* EXERCISE DETAILS
Go through the entries below and say how many lines contain the string "other"; write only that number.

SOURCE INFORMATION Start Marker

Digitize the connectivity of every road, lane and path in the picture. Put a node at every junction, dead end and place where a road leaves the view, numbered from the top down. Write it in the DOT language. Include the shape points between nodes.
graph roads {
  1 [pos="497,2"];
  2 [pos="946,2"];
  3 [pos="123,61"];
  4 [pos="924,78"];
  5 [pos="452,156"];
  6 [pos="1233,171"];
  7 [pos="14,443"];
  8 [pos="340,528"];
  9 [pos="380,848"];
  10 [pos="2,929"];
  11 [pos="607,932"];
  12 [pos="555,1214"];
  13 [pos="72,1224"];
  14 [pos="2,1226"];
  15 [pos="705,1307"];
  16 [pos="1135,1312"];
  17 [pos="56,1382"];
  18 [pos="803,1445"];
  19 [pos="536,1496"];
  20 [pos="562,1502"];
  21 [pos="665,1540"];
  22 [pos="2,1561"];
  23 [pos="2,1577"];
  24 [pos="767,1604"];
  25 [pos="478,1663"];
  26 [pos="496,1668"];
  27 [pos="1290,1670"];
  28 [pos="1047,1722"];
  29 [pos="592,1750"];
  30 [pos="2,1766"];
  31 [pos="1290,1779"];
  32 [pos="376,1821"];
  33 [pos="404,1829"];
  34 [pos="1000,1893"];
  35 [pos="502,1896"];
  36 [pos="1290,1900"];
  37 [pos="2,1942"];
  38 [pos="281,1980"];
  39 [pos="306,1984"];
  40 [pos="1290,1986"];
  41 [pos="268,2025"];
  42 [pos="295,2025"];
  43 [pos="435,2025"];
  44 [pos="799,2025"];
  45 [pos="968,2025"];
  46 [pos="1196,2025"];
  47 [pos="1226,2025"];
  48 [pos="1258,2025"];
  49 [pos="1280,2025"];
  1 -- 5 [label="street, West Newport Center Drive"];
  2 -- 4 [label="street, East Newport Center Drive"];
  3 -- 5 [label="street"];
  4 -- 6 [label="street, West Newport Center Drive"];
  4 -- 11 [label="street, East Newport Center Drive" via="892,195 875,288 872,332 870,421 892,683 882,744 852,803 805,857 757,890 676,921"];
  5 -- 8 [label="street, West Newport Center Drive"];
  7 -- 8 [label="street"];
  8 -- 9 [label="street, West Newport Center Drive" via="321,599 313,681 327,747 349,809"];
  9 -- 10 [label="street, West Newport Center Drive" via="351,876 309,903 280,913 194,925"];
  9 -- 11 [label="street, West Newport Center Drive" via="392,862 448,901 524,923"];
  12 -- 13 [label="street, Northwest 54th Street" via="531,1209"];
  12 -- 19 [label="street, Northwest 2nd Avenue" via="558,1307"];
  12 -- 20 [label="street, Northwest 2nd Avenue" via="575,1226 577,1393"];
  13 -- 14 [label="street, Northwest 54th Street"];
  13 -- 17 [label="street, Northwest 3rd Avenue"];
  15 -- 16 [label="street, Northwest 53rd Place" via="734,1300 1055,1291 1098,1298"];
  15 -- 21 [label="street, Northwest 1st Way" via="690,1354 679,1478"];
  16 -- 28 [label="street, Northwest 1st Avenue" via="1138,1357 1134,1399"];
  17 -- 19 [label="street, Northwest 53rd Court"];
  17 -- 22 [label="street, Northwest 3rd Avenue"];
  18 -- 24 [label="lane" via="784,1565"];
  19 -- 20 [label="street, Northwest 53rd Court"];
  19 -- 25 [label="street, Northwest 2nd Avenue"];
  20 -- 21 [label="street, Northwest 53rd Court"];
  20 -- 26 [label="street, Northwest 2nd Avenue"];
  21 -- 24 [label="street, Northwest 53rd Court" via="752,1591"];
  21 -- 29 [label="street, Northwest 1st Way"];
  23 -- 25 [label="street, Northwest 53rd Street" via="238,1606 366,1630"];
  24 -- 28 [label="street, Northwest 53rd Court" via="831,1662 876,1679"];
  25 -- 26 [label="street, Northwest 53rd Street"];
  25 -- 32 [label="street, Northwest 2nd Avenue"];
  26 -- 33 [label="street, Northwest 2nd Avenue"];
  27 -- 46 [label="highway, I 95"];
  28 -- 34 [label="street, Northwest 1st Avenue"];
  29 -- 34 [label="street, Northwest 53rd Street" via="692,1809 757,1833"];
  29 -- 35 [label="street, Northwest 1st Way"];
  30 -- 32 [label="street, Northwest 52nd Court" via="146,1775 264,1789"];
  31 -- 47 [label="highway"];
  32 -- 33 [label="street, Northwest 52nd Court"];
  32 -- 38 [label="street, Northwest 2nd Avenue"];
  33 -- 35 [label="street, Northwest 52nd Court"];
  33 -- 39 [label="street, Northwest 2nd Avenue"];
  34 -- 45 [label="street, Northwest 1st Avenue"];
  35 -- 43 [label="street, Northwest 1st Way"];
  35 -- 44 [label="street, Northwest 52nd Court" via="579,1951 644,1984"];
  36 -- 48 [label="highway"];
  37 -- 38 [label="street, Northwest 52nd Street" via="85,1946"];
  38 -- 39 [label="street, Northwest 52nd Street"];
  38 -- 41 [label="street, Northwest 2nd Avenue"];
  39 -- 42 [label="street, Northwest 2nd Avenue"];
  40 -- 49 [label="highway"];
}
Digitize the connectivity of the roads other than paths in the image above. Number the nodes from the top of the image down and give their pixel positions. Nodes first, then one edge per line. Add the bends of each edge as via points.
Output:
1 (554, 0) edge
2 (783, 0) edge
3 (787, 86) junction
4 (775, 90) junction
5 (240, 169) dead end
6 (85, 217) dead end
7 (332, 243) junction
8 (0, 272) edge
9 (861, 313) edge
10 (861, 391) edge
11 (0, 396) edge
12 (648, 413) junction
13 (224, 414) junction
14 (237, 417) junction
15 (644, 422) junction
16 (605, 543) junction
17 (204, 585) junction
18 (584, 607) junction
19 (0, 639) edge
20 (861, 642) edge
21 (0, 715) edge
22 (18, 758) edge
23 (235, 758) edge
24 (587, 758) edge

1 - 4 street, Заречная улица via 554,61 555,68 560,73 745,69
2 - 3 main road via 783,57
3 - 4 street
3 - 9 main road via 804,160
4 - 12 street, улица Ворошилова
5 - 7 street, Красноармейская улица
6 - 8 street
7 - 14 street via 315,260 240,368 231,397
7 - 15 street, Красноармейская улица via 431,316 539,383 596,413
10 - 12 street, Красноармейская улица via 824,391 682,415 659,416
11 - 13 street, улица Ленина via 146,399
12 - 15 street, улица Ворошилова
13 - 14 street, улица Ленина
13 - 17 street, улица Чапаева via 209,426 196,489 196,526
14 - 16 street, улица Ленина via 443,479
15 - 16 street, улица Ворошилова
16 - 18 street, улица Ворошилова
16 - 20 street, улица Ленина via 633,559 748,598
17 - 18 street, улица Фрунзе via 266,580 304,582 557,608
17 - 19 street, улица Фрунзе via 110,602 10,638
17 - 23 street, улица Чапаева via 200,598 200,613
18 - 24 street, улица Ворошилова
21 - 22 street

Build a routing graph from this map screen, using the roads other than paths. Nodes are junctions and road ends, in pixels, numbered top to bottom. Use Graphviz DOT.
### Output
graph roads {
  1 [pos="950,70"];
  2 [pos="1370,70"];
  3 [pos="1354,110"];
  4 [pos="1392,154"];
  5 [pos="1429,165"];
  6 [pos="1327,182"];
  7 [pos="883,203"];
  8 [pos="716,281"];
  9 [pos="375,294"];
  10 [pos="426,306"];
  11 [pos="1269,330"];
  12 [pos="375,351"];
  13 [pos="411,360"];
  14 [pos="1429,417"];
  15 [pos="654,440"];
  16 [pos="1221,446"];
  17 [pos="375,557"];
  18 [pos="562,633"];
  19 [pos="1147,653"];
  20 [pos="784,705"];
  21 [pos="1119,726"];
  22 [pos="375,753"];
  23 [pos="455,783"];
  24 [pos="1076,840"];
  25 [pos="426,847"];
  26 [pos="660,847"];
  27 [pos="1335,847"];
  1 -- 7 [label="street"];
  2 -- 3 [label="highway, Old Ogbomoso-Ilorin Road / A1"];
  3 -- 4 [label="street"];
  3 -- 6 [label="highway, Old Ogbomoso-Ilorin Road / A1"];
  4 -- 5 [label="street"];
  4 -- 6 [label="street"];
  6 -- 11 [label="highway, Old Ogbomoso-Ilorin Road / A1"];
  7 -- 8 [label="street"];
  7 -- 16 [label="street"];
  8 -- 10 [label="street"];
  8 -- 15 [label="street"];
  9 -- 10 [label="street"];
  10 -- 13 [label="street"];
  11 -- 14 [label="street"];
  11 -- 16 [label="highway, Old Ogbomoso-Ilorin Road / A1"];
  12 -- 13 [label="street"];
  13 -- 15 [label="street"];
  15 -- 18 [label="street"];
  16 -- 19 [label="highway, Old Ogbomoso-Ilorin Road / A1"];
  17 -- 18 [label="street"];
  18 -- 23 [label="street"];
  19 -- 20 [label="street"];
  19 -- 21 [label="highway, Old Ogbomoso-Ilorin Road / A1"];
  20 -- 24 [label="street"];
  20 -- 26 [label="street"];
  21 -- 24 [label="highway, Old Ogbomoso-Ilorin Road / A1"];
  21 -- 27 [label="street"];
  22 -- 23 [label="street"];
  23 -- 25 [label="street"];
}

SOURCE INFORMATION End Marker

* RESPONSE TO THE EXERCISE
2